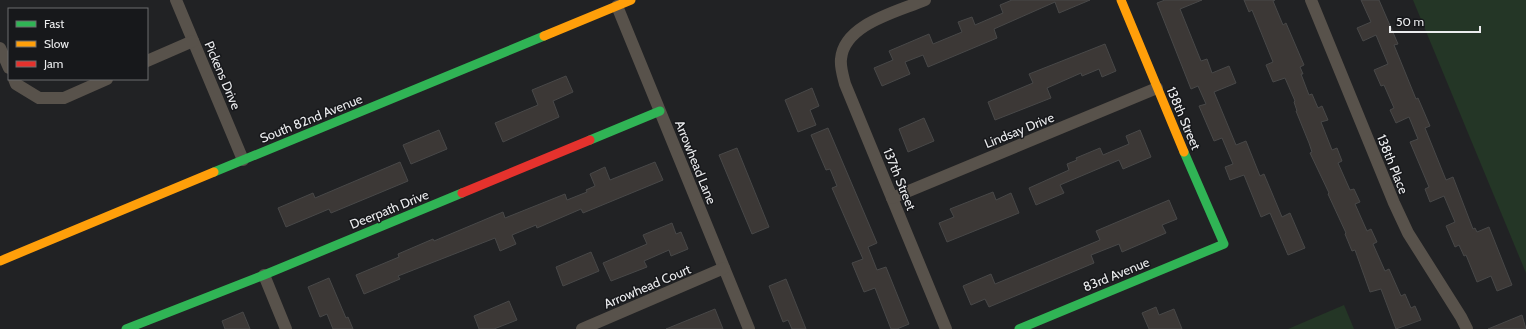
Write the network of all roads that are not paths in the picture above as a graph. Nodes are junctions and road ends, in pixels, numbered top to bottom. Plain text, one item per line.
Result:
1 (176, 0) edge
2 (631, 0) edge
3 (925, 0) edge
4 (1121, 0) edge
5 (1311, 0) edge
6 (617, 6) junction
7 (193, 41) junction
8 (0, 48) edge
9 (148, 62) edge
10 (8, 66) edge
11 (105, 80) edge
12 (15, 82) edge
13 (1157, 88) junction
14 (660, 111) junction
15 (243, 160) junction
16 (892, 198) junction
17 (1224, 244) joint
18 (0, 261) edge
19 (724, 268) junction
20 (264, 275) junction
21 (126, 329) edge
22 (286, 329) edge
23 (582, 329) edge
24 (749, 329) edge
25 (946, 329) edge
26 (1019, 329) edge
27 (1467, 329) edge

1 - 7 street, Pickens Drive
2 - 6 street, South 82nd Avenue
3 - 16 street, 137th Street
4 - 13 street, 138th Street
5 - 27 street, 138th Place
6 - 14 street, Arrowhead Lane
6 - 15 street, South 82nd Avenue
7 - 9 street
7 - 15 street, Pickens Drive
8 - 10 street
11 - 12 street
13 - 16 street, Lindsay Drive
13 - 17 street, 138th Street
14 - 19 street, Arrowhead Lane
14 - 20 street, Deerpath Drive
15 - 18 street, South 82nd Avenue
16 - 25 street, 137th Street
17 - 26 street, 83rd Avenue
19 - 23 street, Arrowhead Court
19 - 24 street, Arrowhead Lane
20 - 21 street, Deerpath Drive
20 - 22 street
■ ■ ■ ■ ■
Work required: Leaving out only the pictures, reproduce the listing exactly.

Exercise answer:
Write the network of all roads that are not paths in the picture above as a graph. Nodes are junctions and road ends, in pixels, numbered top to bottom. Plain text, one item per line.
Result:
1 (176, 0) edge
2 (631, 0) edge
3 (925, 0) edge
4 (1121, 0) edge
5 (1311, 0) edge
6 (617, 6) junction
7 (193, 41) junction
8 (0, 48) edge
9 (148, 62) edge
10 (8, 66) edge
11 (105, 80) edge
12 (15, 82) edge
13 (1157, 88) junction
14 (660, 111) junction
15 (243, 160) junction
16 (892, 198) junction
17 (1224, 244) joint
18 (0, 261) edge
19 (724, 268) junction
20 (264, 275) junction
21 (126, 329) edge
22 (286, 329) edge
23 (582, 329) edge
24 (749, 329) edge
25 (946, 329) edge
26 (1019, 329) edge
27 (1467, 329) edge

1 - 7 street, Pickens Drive
2 - 6 street, South 82nd Avenue
3 - 16 street, 137th Street
4 - 13 street, 138th Street
5 - 27 street, 138th Place
6 - 14 street, Arrowhead Lane
6 - 15 street, South 82nd Avenue
7 - 9 street
7 - 15 street, Pickens Drive
8 - 10 street
11 - 12 street
13 - 16 street, Lindsay Drive
13 - 17 street, 138th Street
14 - 19 street, Arrowhead Lane
14 - 20 street, Deerpath Drive
15 - 18 street, South 82nd Avenue
16 - 25 street, 137th Street
17 - 26 street, 83rd Avenue
19 - 23 street, Arrowhead Court
19 - 24 street, Arrowhead Lane
20 - 21 street, Deerpath Drive
20 - 22 street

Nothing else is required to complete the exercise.